**Diario de Margarita**
La palabra «devolución» siempre la escuchamos en las tiendas: no me gusta, no funciona, no es lo que esperaba. La gente da por sentado que si algo no cumple con sus expectativas, puede devolverlo sin más. Pero cuando eso que se devuelve es una persona, un niño, todo se convierte en una tragedia desgarradora, una crueldad que hiela la sangre.
Alma nunca conoció a su familia. Desde sus primeros días, solo tuvo una cuna fría, paredes blancas del orfanato y enfermeras con miradas agotadas. Hasta que un día, un rayo de luz entró en su mundo gris. Llegaron unos padres nuevos, la llevaron a casa, le prometieron que todo sería diferente. La niña era callada, un poco reservada, pero hacía lo posible por portarse bien. Aprendió dónde estaba cada cosa en la casa, decía «gracias» y «por favor», limpiaba, se quedaba quieta, no molestaba. No sabía exactamente qué esperaban de ella, pero temía equivocarse. Temía volver allí.
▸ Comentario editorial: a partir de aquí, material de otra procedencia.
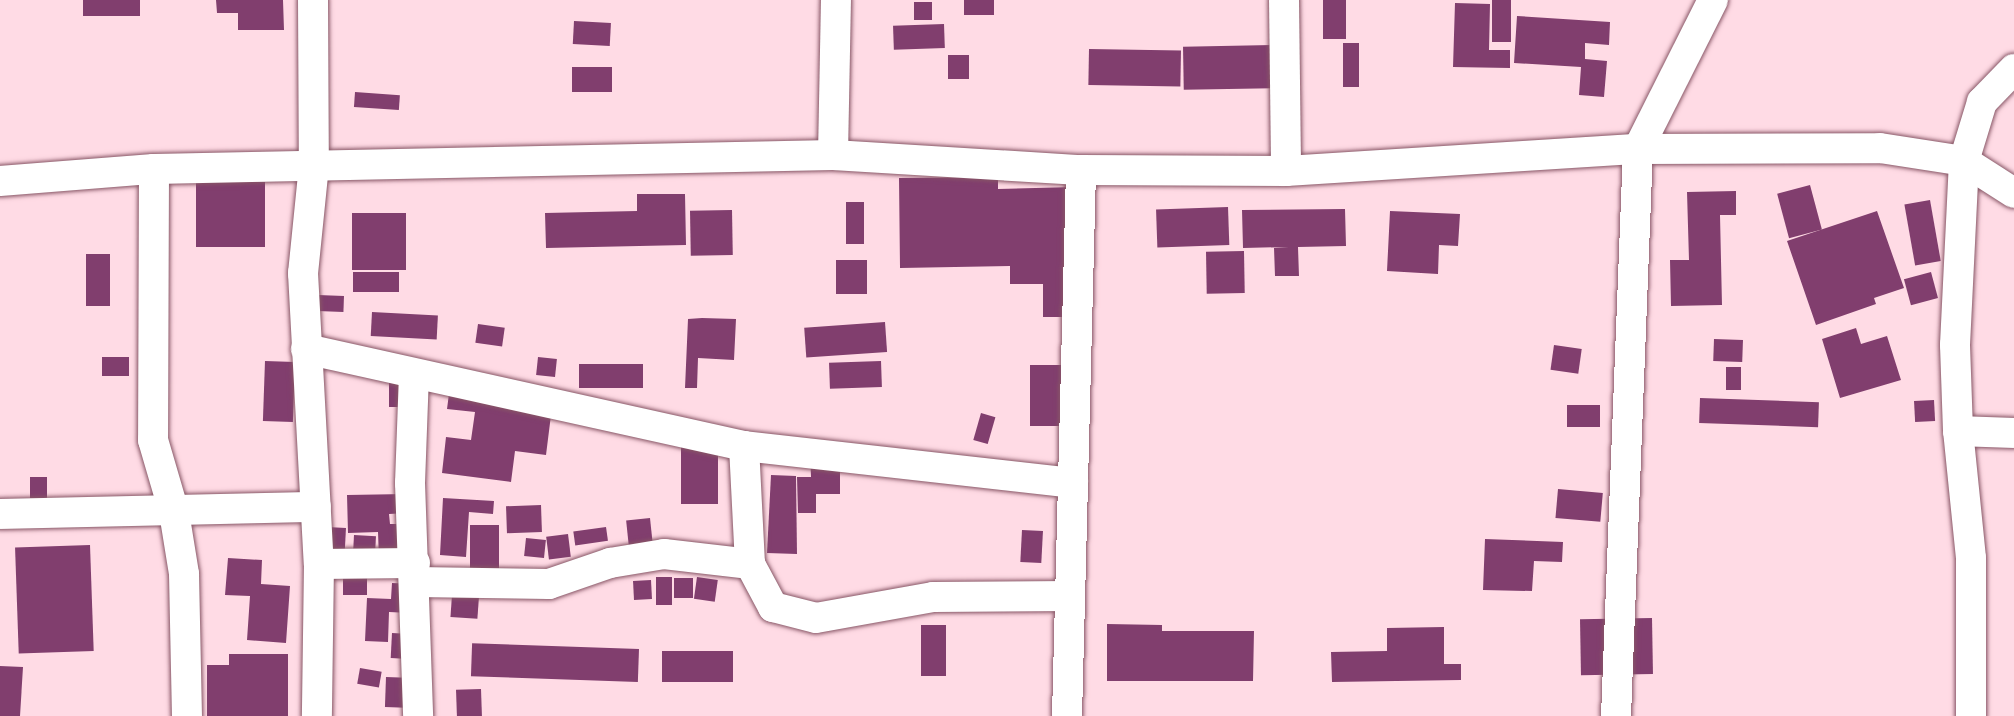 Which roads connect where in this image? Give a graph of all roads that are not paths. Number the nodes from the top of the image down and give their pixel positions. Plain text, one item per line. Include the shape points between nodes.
1 (313, 0) edge
2 (836, 0) edge
3 (1284, 0) edge
4 (1713, 0) edge
5 (2014, 69) edge
6 (1638, 149) junction
7 (833, 155) junction
8 (1964, 161) junction
9 (314, 165) junction
10 (154, 169) junction
11 (1081, 170) junction
12 (1286, 171) junction
13 (0, 181) edge
14 (2014, 193) edge
15 (306, 349) junction
16 (414, 374) junction
17 (1958, 431) junction
18 (2014, 433) edge
19 (744, 446) junction
20 (1073, 483) junction
21 (316, 507) junction
22 (174, 512) junction
23 (0, 514) edge
24 (319, 564) junction
25 (750, 564) junction
26 (416, 572) junction
27 (1070, 596) junction
28 (187, 716) edge
29 (317, 716) edge
30 (418, 716) edge
31 (1068, 716) edge
32 (1616, 716) edge
33 (1971, 716) edge

1 - 9 street
2 - 7 street
3 - 12 street
4 - 6 street
5 - 8 street via 1982,102
6 - 8 street via 1880,148
6 - 12 street
6 - 32 street
7 - 9 street
7 - 11 street
8 - 14 street
8 - 17 street via 1955,345
9 - 10 street
9 - 15 street via 303,272
10 - 13 street
10 - 22 street via 153,440
11 - 12 street
11 - 20 street
15 - 16 street
15 - 21 street
16 - 19 street
16 - 26 street via 410,483
17 - 18 street
17 - 33 street via 1971,558
19 - 20 street
19 - 25 street
20 - 27 street
21 - 22 street
21 - 24 street
22 - 23 street
22 - 28 street via 184,574
24 - 26 street
24 - 29 street
25 - 26 street via 664,554 610,563 549,584
25 - 27 street via 773,607 816,618 933,597
26 - 30 street
27 - 31 street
Pero no fue suficiente. La nueva familia pronto entendió que la niña no era «como esperaban». No sonreía, no corría a abrazarlos, no era cariñosa. No era un juguete. Alma escuchó la conversación por casualidad: «¿Qué hacemos con ella? Parece una estatua, ni una risa. No se siente como nuestra hija. La devolvemos». La palabra «devolvemos» le golpeó como una bofetada.
Así que, como un juguete defectuoso, Alma terminó otra vez tras las puertas del orfanato. Nadie le explicó por qué. Simplemente la llevaron y la dejaron. Y si hubiera sido la primera vez, quizá lo habría aceptado. Pero era el segundo rechazo en su corta vida.
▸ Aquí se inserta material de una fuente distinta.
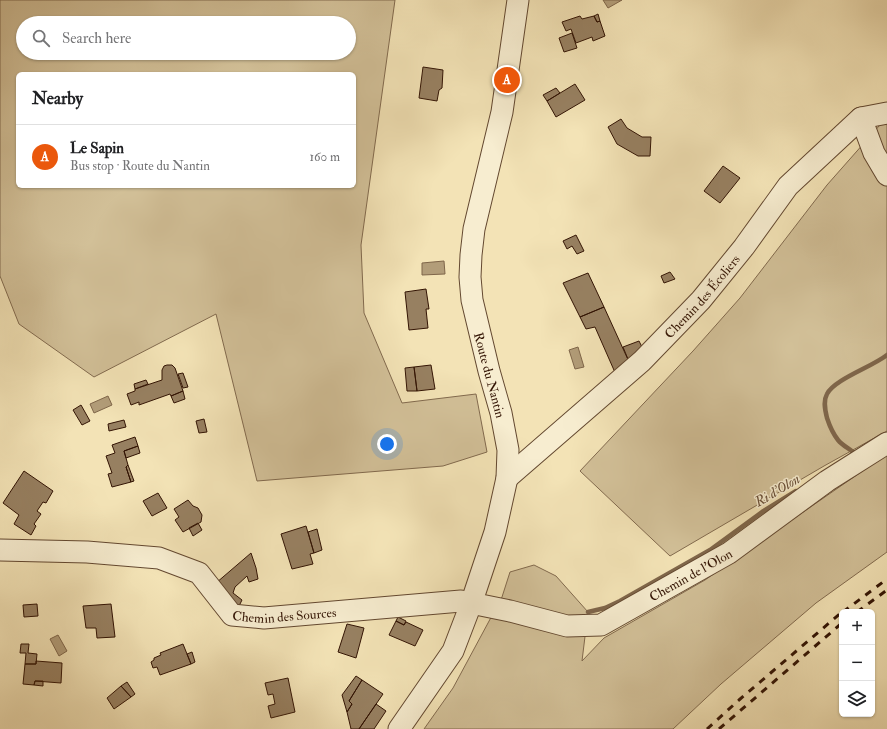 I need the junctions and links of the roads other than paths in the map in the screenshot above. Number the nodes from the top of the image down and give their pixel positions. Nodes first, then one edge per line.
1 (518, 0) edge
2 (887, 113) edge
3 (861, 118) junction
4 (887, 175) edge
5 (887, 443) edge
6 (507, 478) junction
7 (0, 550) edge
8 (471, 604) junction
9 (398, 729) edge

1 - 6 street, Route du Nantin
2 - 3 street
3 - 4 street
3 - 6 street, Chemin des Écoliers
5 - 8 street, Chemin de l'Olon
6 - 8 street, Route du Nantin
7 - 8 street, Chemin des Sources
8 - 9 street, Route du Nantin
Alma no culpó a nadie. Pensó que el problema era ella. No en las personas que prometieron ser su familia y luego cambiaron de opinión, sino en ella. Debía de ser mala. No encajaba.
Mientras tanto, en la vida de Margarita, la mujer que una vez la había acogido, ocurrió una tragedia. Ella y su marido habían decidido ser padres de acogida. Él al principio la apoyó, pero luego todo cambió. Después del divorcio, la vida se derrumbó: apenas tenía dinero para comer. Lágrimas, noches sin dormir, reuniones con servicios sociales, desesperación. Sin fuerzas ni recursos, Margarita tuvo que devolver a Alma. Le partió el corazón, pero no hubo otra opción.
Desde entonces, no vivía, solo sobrevivía. Su alma se quedó en aquel pasillo del orfanato, donde, conteniendo las lágrimas, había dejado a la niña que ya amaba. Hasta que, un día, cuando todo parecía perdido, fue al Monte de Piedad. Joyas, electrodomésticos, hasta su anillo familiar, todo lo cambió por dinero. Alquiló un piso pequeño, encontró un trabajo duro pero bien pagado y… corrió al orfanato.
Margarita temblaba de miedo. «Me odiará. Me verá y me dará la espalda», pensaba. Pero cuando Alma la vio en la puerta, rompió a llorar y se lanzó a sus brazos. «Te esperaba. Sabía que volverías», susurró la niña.
Desde entonces, están juntas de nuevo. Fue difícil. Margarita trabajaba sin descanso, vivían con lo justo, a veces elegían entre comida o facturas. Pero cada mañana empezaba con Alma asomándose a su habitación, mirando con cautela: «¿Estás aquí, mamá?».
Margarita lloró muchas noches. No por cansancio, sino por vergüenza. Aún no se perdona por aquel día en el que cerró la puerta del orfanato. Sabía que jamás lo haría otra vez. Aunque se quedara sin un céntimo. Porque Alma no era un objeto. No era un producto defectuoso. Era una persona. Pequeña, frágil, que había sufrido demasiado. Y aunque el mundo fuera cruel, aunque hubiera quienes devolvían a los niños como zapatos viejos, ella, Margarita, no lo permitiría nunca más.
Ahora viven con humildad, pero felices. Alma ya sonríe. A veces ríe a carcajadas. Ha empezado a pintar. Sueña con ser artista. Y Margarita ha vuelto a soñar. Con una casita, con un trabajo mejor. Y, sobre todo, con que nadie vuelva a sentirse como algo desechable.